I can think of several possible messy outcomes that would be able to directly affect me, not all mutually exclusive:
- Job loss by me being replaced by an AI or by somebody using an AI. Or by an AI using an AI.
- Resulting societal instability once blue collar jobs get fully automated at scale, and there is no plan in place to replace this loss of peoples' livelihoods.
- People turning to AI models instead of friends for emotional support, loss of human connection.

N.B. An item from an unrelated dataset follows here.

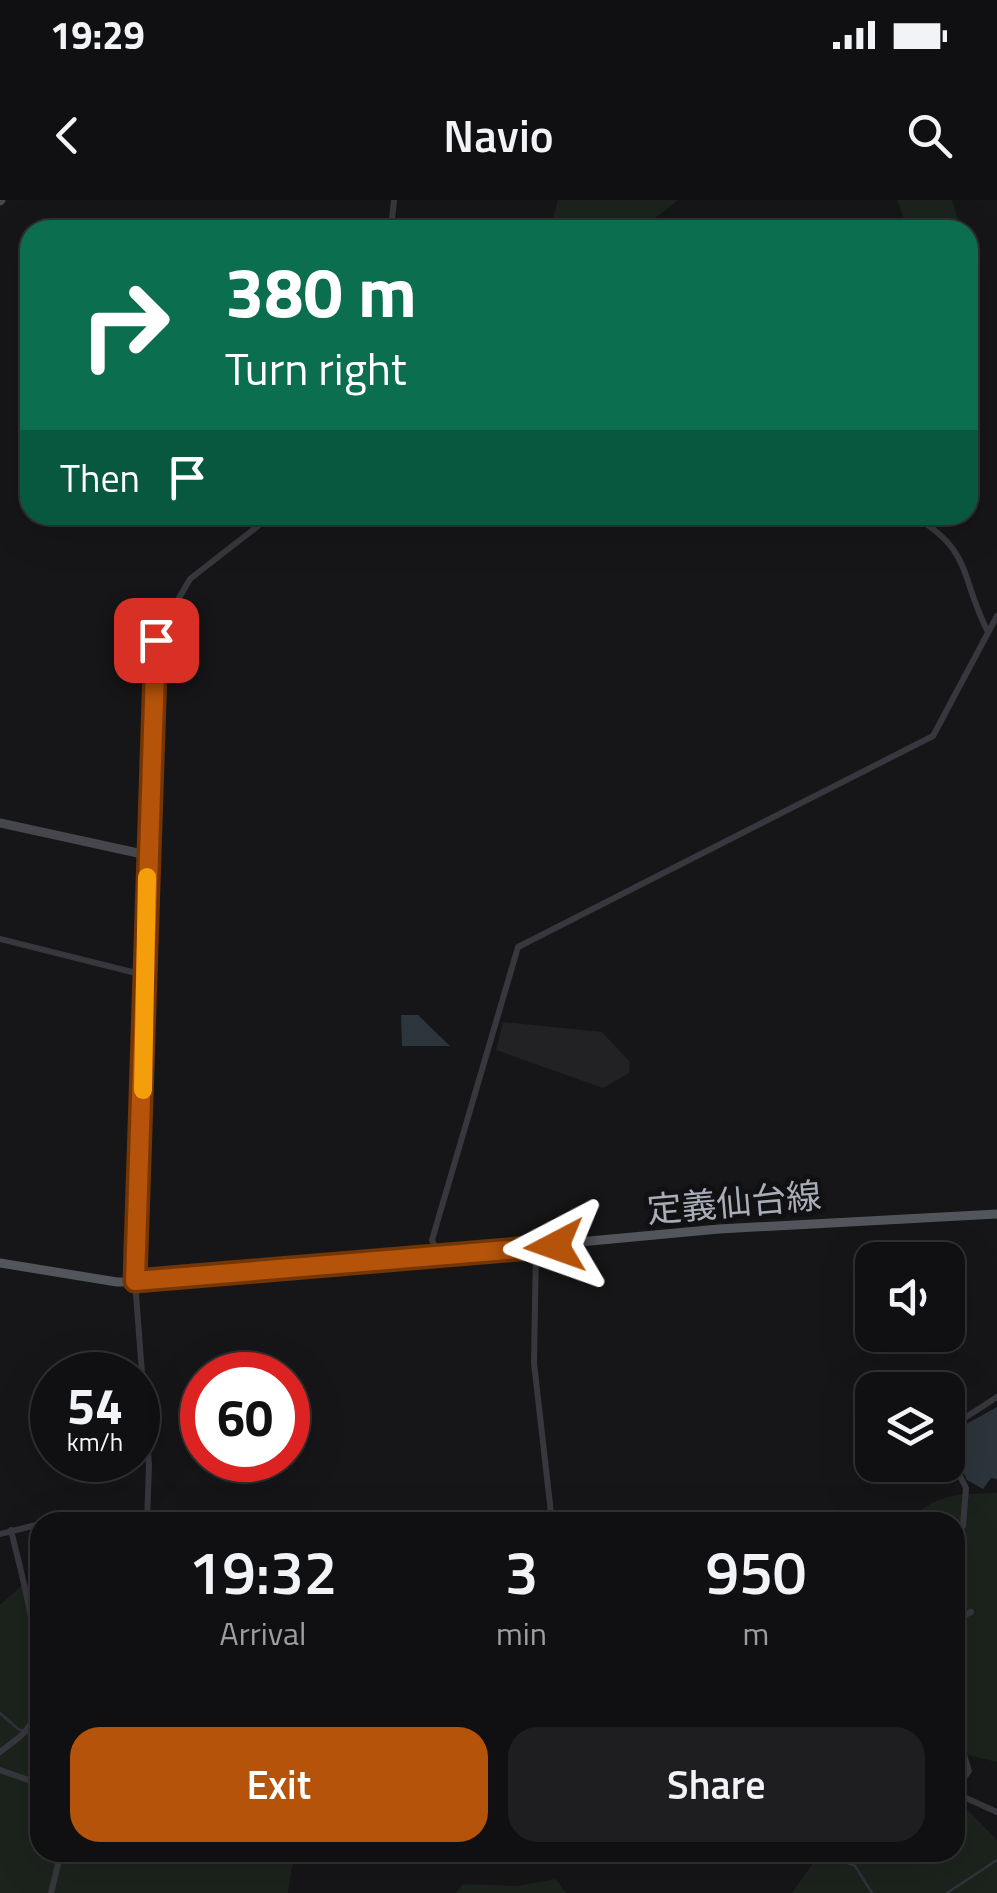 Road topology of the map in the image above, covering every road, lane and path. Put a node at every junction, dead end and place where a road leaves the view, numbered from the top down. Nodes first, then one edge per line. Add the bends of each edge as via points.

- Erosion of democracy by making authoritarianism and control very scalable, broad in-detail population surveillance and automated investigation using LLMs that was previously bounded by manpower.
- Autonomous weapons, "Slaughterbots" as in the short film from 2017
- Biorisk through dangerous biological capabilities that enable a smaller team of less skilled terrorists to use a jailbroken LLM to create something dangerous.
- Other powers in the world deciding that this technology is too powerful in the hands of the US, or too dangerous to be built at all and has to be stopped by all means.
- Loss of/Voluntary ceding of control over something much smarter than us. "If Anyone Build It, Everyone Dies"
The only thing preventing this today is cost, not capability. As costs come down over the next 5 years, the idea that the internet was once dominated by people will seem quaint.
Until recently I would have described myself as an AI skeptic. HN has been a great source for cope on the AI subject over the years. You can find nitpicks, caveats, all sorts of reasons to believe things aren’t as significant as they seem. For me Opus 4.5 was the inflection point where I started to think “maybe this isn’t a bubble.” The figures in this report, if accurate, are terrifying.